He also had a deep appreciation of nature. This wasn’t simply because he thought nature was useful, but because he saw that, like him, it was all created by God for His glory. When he beheld the natural world around him, he saw that he was a part of God’s harmonious natural order, and the beauty of it all proclaimed the wondrous majesty of God.
So, about two years before his death, while recovering from an illness, he wrote his “Canticle of the Sun,” in which he identifies various parts of creation as his brother and sister, and exults in how they give praise to God. Apparently, he was suffering from blindness at the time, and so he dictated the words to someone nearby.
He may have been inspired by Psalm 19.1-4, which proclaims:
The heavens are telling the glory of God; and the firmament proclaims his handiwork. Day to day pours forth speech, and night to night declares knowledge. There is no speech, nor are there words; their voice is not heard; yet their voice goes out through all the earth, and their words to the end of the world.

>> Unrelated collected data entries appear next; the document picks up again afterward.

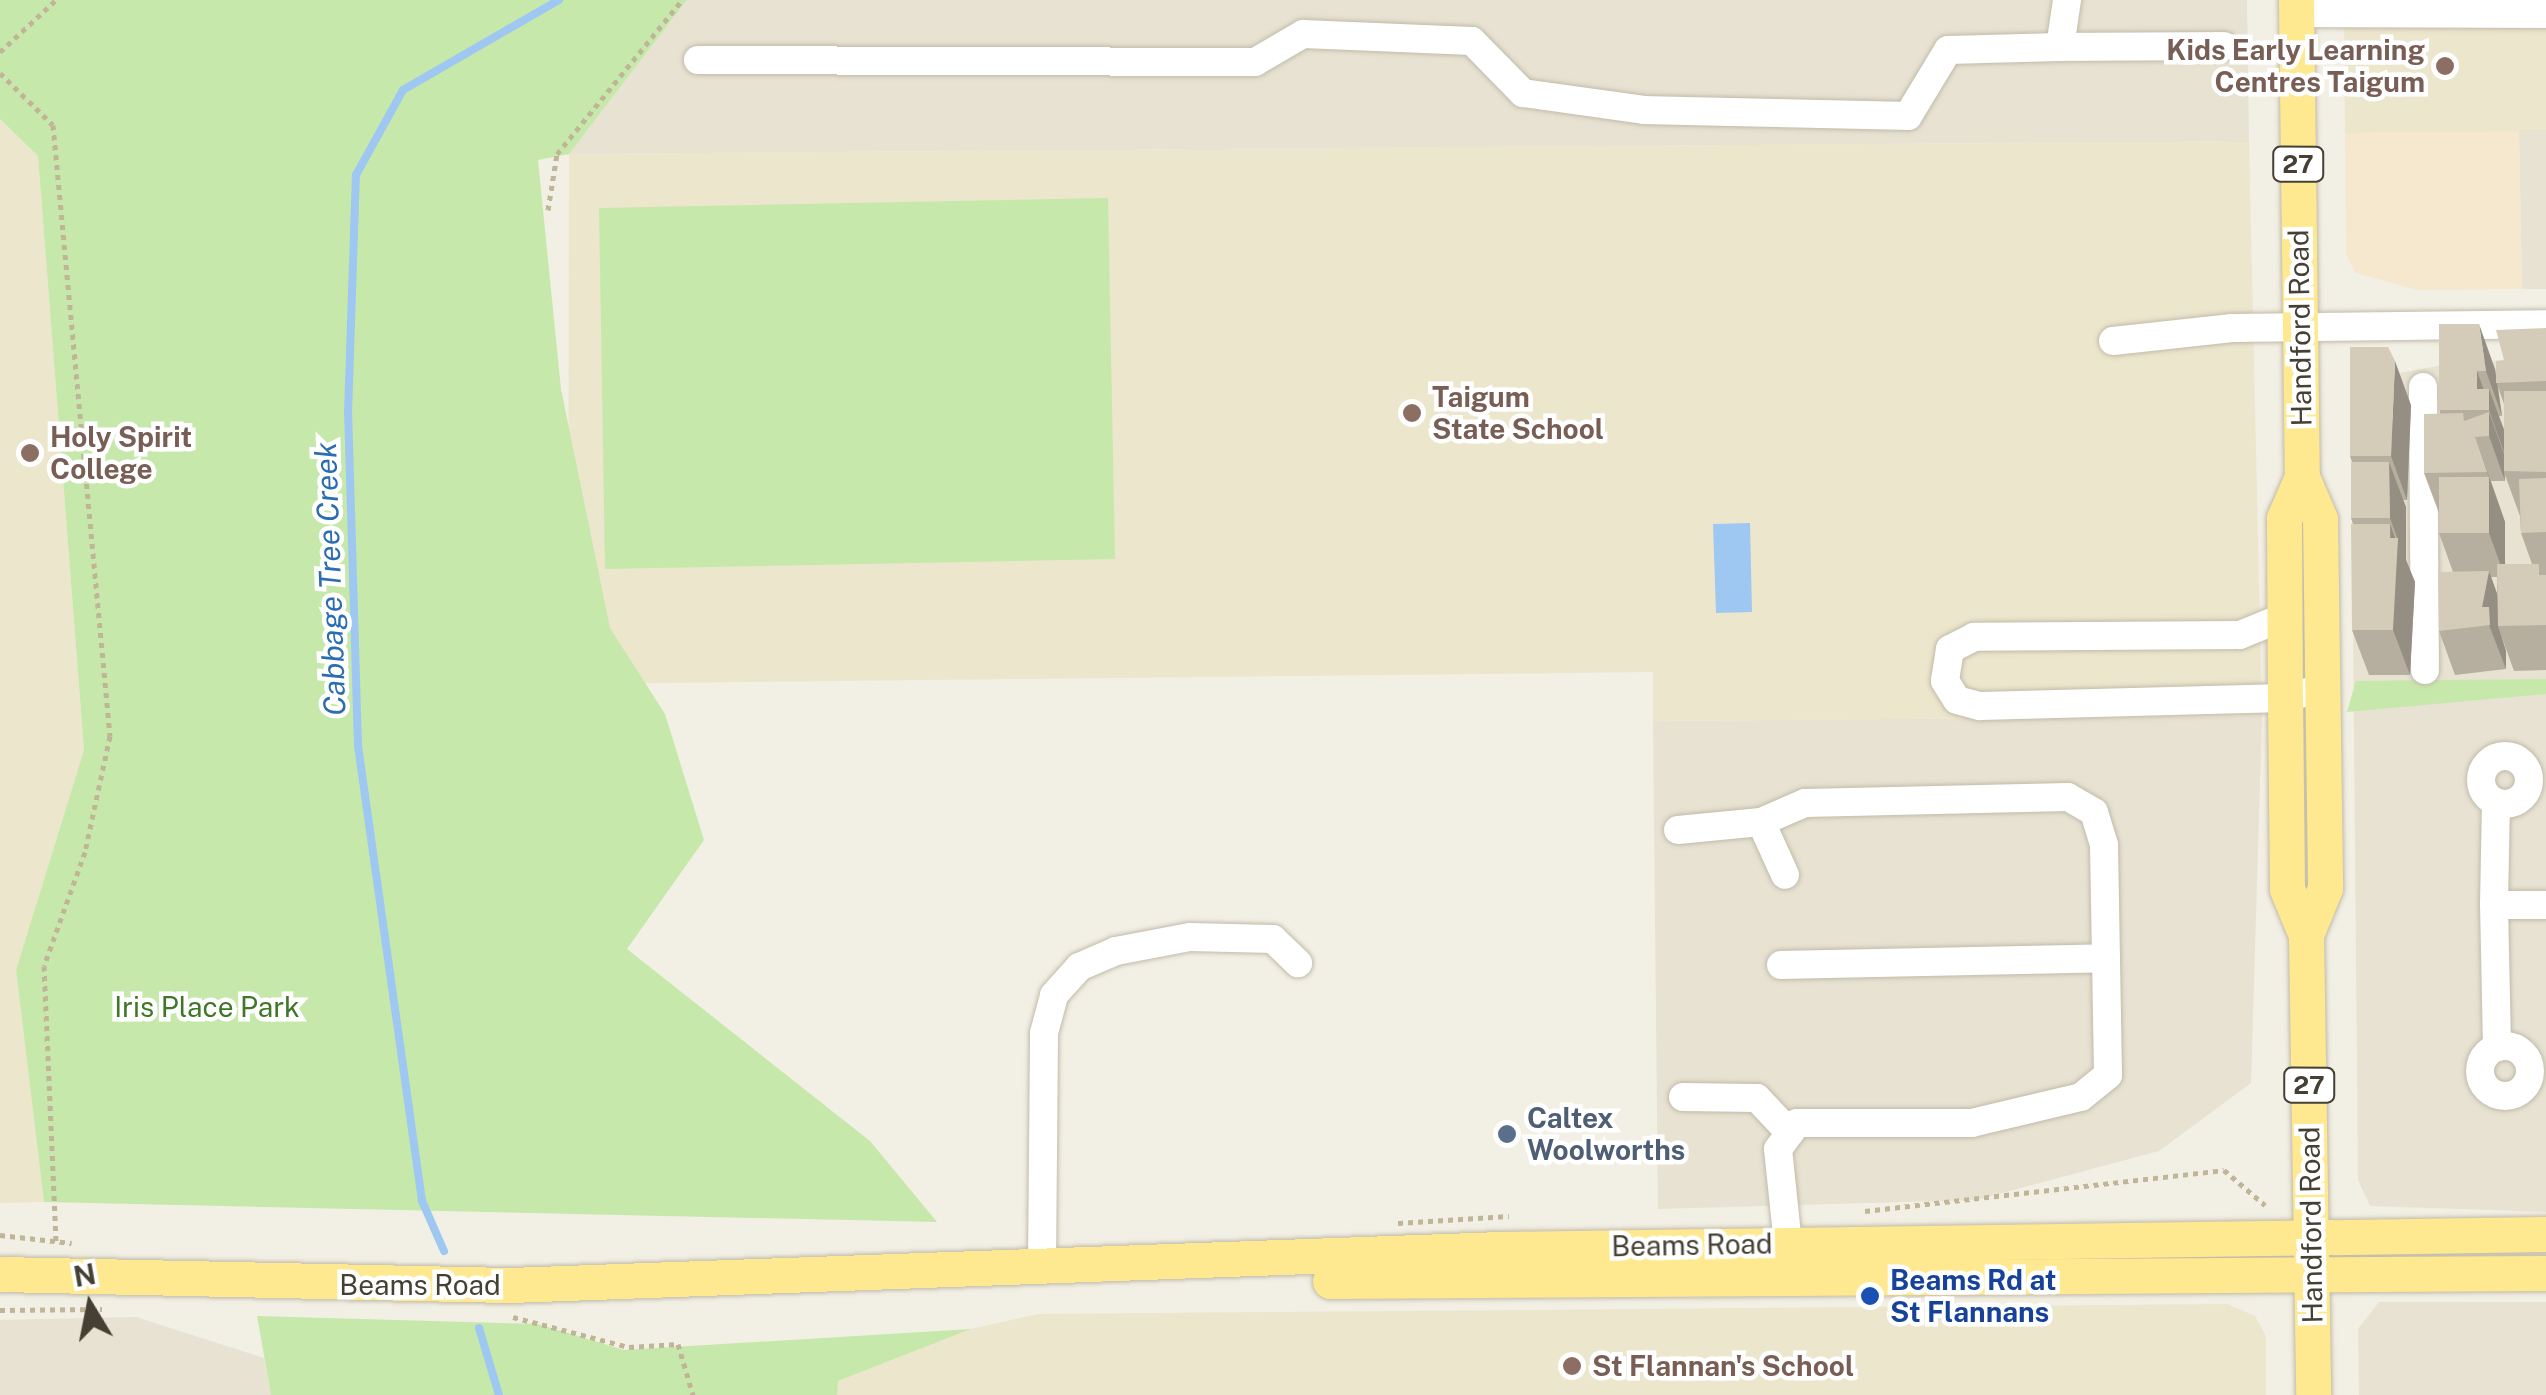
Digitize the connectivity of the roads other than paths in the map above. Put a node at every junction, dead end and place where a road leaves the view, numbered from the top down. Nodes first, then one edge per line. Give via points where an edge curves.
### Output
1 (2067, 0) edge
2 (2296, 6) edge
3 (2546, 14) edge
4 (2224, 46) dead end
5 (2060, 47) junction
6 (698, 60) dead end
7 (2546, 324) edge
8 (2300, 328) junction
9 (2113, 341) dead end
10 (2423, 388) dead end
11 (2302, 477) junction
12 (2460, 593) edge
13 (2425, 594) junction
14 (2284, 617) junction
15 (2425, 670) dead end
16 (2322, 688) junction
17 (2285, 698) junction
18 (2496, 803) dead end
19 (1761, 822) junction
20 (1678, 830) dead end
21 (1785, 875) dead end
22 (2494, 905) junction
23 (2546, 905) edge
24 (2306, 935) junction
25 (2106, 958) junction
26 (1298, 963) dead end
27 (1781, 965) dead end
28 (2496, 1047) dead end
29 (1683, 1097) dead end
30 (1790, 1133) junction
31 (2546, 1234) edge
32 (2311, 1235) junction
33 (1787, 1243) junction
34 (1042, 1267) junction
35 (2546, 1273) edge
36 (0, 1274) edge
37 (2312, 1275) junction
38 (840, 1279) junction
39 (1792, 1280) junction
40 (2313, 1395) edge

1 - 5 street
2 - 3 street
2 - 8 main road, Handford Road / 27
4 - 5 street
5 - 6 street via 1948,50 1908,116 1644,110 1523,93 1472,42 1454,40 1303,34 1255,62
7 - 8 street
8 - 9 street
8 - 11 main road, Handford Road / 27
10 - 13 street
11 - 14 main road, Handford Road / 27 via 2284,518
11 - 16 main road, Handford Road / 27 via 2320,519
12 - 13 street
13 - 15 street
14 - 17 main road, Handford Road / 27
14 - 17 street via 2240,635 1974,637 1950,648 1944,668 1957,700 1980,706
16 - 17 street
16 - 24 main road, Handford Road / 27 via 2325,888
17 - 24 main road, Handford Road / 27 via 2288,889
18 - 22 street
19 - 20 street
19 - 21 street
19 - 25 street via 1805,803 2068,797 2094,812 2104,845
22 - 23 street
22 - 28 street
24 - 32 main road, Handford Road / 27
25 - 27 street
25 - 30 street via 2108,1075 2081,1097 1972,1123 1797,1123
26 - 34 street via 1273,939 1190,937 1116,951 1079,967 1054,995 1044,1033
29 - 30 street via 1757,1098
30 - 33 street via 1778,1149
31 - 32 main road, Beams Road
32 - 33 main road, Beams Road
32 - 37 main road, Handford Road / 27
33 - 34 main road, Beams Road
33 - 39 street
34 - 38 main road, Beams Road
35 - 37 main road, Beams Road
36 - 38 main road, Beams Road via 331,1286
37 - 39 main road, Beams Road
37 - 40 main road, Handford Road / 27
38 - 39 main road, Beams Road via 916,1287

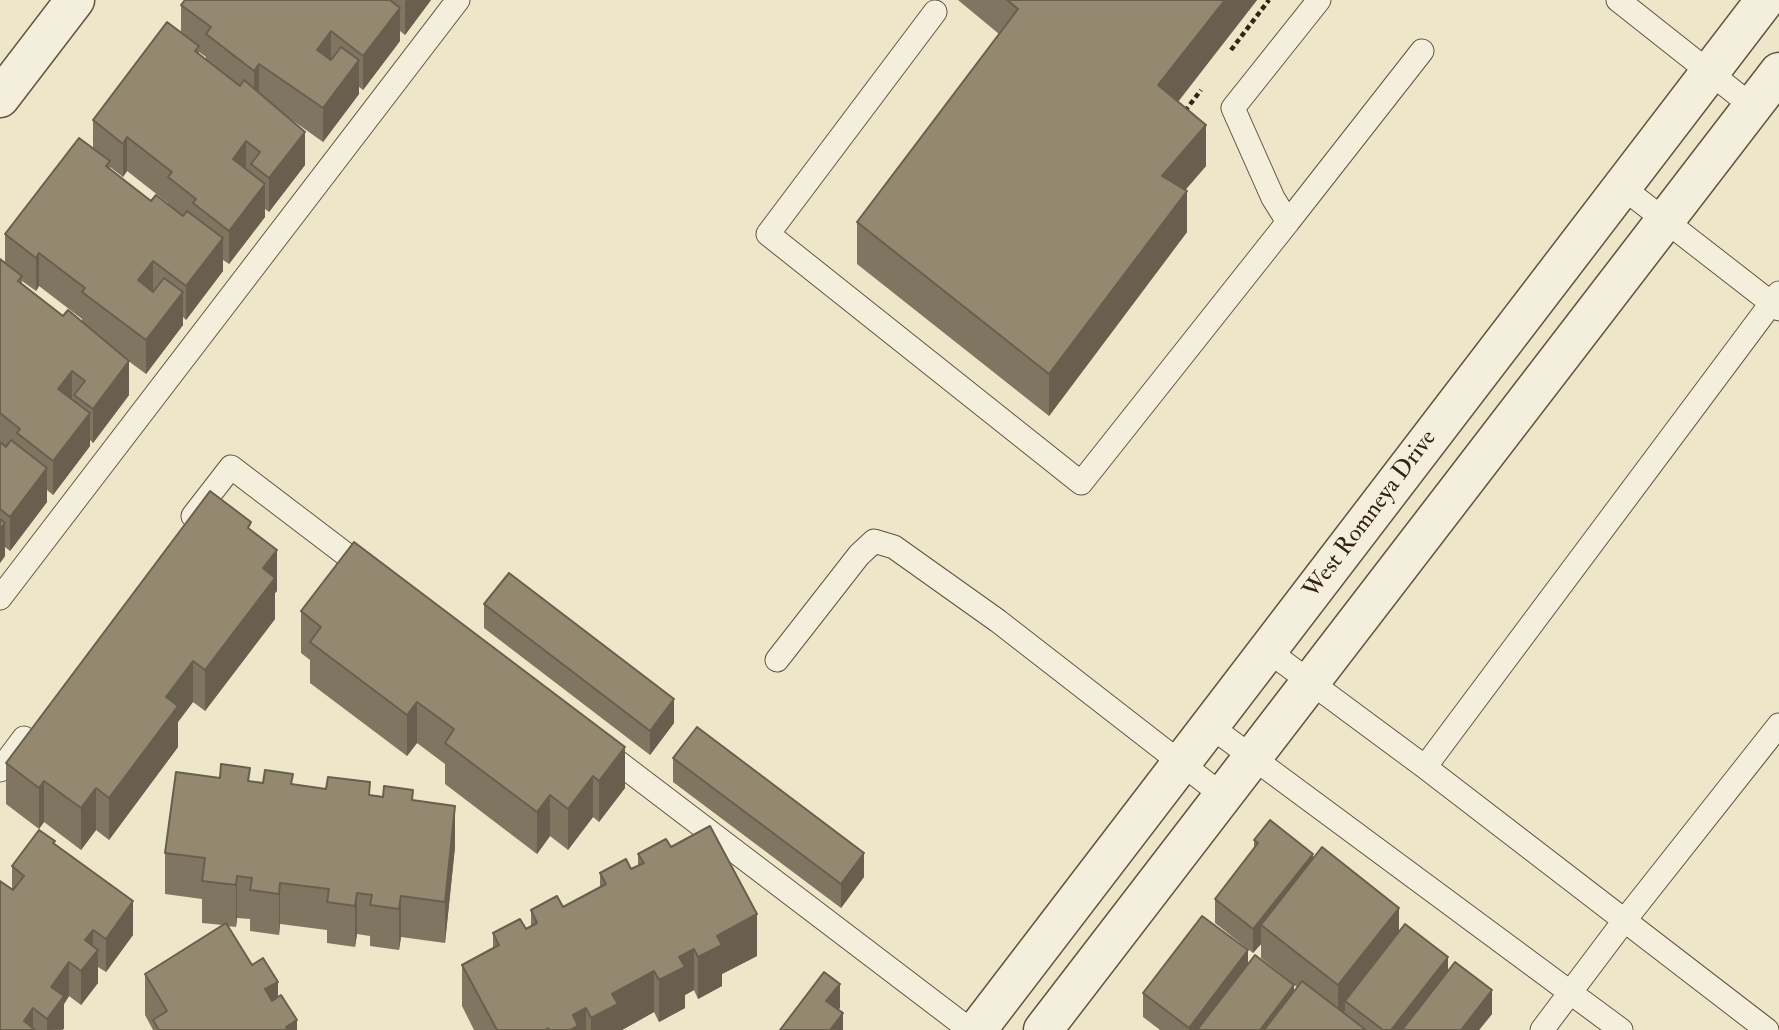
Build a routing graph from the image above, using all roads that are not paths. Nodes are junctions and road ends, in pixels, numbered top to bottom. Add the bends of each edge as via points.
1 (75, 0) edge
2 (458, 0) edge
3 (1319, 0) edge
4 (1618, 0) edge
5 (1765, 0) edge
6 (934, 12) dead end
7 (1422, 51) dead end
8 (1779, 72) edge
9 (1710, 73) junction
10 (0, 98) edge
11 (1752, 106) junction
12 (1622, 187) junction
13 (1665, 219) junction
14 (1288, 222) junction
15 (1777, 302) edge
16 (181, 532) edge
17 (386, 585) edge
18 (0, 598) edge
19 (1267, 650) junction
20 (777, 660) dead end
21 (1310, 682) junction
22 (41, 716) edge
23 (1779, 725) edge
24 (1210, 726) junction
25 (584, 736) edge
26 (1252, 757) junction
27 (1181, 762) junction
28 (1425, 767) junction
29 (0, 770) edge
30 (1222, 796) junction
31 (1624, 921) junction
32 (1571, 992) junction
33 (970, 1030) edge
34 (977, 1030) edge
35 (1043, 1030) edge
36 (1542, 1030) edge
37 (1621, 1030) edge
38 (1767, 1030) edge

1 - 10 street
2 - 18 lane
3 - 14 lane via 1233,108
4 - 9 lane
5 - 9 street, West Romneya Drive
6 - 14 lane via 768,234 1081,483
7 - 14 lane
8 - 11 street
9 - 11 lane
9 - 12 street, West Romneya Drive
11 - 13 street
12 - 13 lane
12 - 19 street, West Romneya Drive
13 - 15 lane
13 - 21 street
15 - 28 lane
16 - 17 lane via 231,467
19 - 21 lane
19 - 24 street, West Romneya Drive
20 - 27 lane via 874,541 894,547 967,599
21 - 26 street
21 - 28 lane
22 - 29 lane
23 - 31 lane
24 - 26 lane
24 - 27 street, West Romneya Drive
25 - 33 lane
26 - 30 street
26 - 32 lane
27 - 30 lane
27 - 34 street, West Romneya Drive
28 - 31 lane
30 - 35 street
31 - 32 lane
31 - 38 lane
32 - 36 lane
32 - 37 lane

He also may have been inspired by the great “Canticle of the Three Children” found in Daniel 3.51-90, in which Shadrach, Meshach, and Abednego sing a long song of praise to God, listing how various parts of creation praise God, while they were miraculously protected in Nebuchadnezzar’s furnace.
So there is a solid tradition in Scripture for seeing nature as something that reveals and glorifies God. St. Francis of Assisi’s “Canticle of the Sun” is a particularly beautiful expression of this tradition.
Here is the full text of “Canticle of the Sun”:
Most high, all powerful, all good Lord!
All praise is Yours, all glory, all honor, and all blessing.
To You, alone, Most High, do they belong.
No mortal lips are worthy to pronounce Your name.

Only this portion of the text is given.